====== Recorded data
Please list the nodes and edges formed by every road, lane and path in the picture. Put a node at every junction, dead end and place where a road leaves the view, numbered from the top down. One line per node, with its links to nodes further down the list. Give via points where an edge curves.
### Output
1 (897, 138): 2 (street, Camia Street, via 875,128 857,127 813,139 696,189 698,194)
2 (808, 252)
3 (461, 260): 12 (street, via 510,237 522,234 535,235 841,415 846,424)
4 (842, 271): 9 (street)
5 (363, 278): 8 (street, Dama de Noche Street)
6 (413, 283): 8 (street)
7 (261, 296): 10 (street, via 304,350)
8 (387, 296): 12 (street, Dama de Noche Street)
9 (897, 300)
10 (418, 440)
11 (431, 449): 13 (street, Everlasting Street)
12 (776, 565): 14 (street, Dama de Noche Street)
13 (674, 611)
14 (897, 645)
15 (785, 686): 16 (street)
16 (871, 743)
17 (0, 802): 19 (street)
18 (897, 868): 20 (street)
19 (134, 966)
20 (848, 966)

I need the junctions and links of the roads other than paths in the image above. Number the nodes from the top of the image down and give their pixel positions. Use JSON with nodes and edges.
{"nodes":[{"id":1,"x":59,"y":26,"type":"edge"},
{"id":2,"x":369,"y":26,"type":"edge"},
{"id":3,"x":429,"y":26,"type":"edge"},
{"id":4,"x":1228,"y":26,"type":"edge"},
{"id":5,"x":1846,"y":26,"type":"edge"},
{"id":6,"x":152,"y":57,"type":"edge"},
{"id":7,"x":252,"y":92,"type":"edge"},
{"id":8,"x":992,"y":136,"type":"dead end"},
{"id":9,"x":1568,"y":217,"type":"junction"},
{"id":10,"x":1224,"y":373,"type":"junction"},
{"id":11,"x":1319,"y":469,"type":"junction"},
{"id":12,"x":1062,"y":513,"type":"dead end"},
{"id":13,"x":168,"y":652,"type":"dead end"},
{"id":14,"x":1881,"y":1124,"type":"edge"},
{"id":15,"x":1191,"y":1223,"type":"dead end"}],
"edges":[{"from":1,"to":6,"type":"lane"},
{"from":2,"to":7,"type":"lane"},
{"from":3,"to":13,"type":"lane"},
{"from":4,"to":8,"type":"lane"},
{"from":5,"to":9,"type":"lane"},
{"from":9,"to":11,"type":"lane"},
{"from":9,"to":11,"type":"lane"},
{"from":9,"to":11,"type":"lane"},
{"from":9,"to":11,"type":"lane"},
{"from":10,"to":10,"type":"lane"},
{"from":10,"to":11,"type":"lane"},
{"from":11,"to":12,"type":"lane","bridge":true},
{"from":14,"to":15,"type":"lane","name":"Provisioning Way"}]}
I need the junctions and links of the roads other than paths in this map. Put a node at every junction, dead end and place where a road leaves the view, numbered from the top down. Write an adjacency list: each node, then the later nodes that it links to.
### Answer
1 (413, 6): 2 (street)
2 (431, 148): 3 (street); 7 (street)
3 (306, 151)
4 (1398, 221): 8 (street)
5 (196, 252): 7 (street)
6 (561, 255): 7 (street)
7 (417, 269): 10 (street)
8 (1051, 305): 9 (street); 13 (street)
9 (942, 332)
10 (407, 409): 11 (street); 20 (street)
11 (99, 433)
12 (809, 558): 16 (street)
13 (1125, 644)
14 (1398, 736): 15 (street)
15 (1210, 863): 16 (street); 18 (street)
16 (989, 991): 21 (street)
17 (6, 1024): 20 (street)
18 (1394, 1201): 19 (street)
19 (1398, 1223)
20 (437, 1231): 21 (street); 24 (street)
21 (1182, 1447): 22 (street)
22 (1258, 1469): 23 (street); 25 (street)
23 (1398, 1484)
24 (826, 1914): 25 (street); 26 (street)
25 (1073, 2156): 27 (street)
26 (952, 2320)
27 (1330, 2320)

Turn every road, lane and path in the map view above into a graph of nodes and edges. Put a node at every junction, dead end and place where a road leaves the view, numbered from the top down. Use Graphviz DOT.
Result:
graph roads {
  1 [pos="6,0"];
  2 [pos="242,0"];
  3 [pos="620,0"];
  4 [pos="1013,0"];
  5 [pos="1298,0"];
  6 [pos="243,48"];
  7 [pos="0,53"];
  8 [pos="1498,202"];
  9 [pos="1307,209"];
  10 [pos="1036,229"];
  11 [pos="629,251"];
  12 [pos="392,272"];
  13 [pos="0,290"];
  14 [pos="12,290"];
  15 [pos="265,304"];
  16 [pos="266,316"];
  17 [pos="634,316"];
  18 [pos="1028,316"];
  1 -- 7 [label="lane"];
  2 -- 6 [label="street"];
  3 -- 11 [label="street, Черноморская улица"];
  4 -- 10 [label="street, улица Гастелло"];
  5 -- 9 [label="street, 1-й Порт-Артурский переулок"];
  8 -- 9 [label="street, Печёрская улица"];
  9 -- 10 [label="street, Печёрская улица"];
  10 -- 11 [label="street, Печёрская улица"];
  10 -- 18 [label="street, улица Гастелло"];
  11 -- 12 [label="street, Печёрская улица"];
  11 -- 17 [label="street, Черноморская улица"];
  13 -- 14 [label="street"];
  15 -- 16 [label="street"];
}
============
* **What you should do**: Given the data above, which lines hold the string "where"? Return them.

* **Task solution**:
Please list the nodes and edges formed by every road, lane and path in the picture. Put a node at every junction, dead end and place where a road leaves the view, numbered from the top down. One line per node, with its links to nodes further down the list. Give via points where an edge curves.
I need the junctions and links of the roads other than paths in this map. Put a node at every junction, dead end and place where a road leaves the view, numbered from the top down. Write an adjacency list: each node, then the later nodes that it links to.
Turn every road, lane and path in the map view above into a graph of nodes and edges. Put a node at every junction, dead end and place where a road leaves the view, numbered from the top down. Use Graphviz DOT.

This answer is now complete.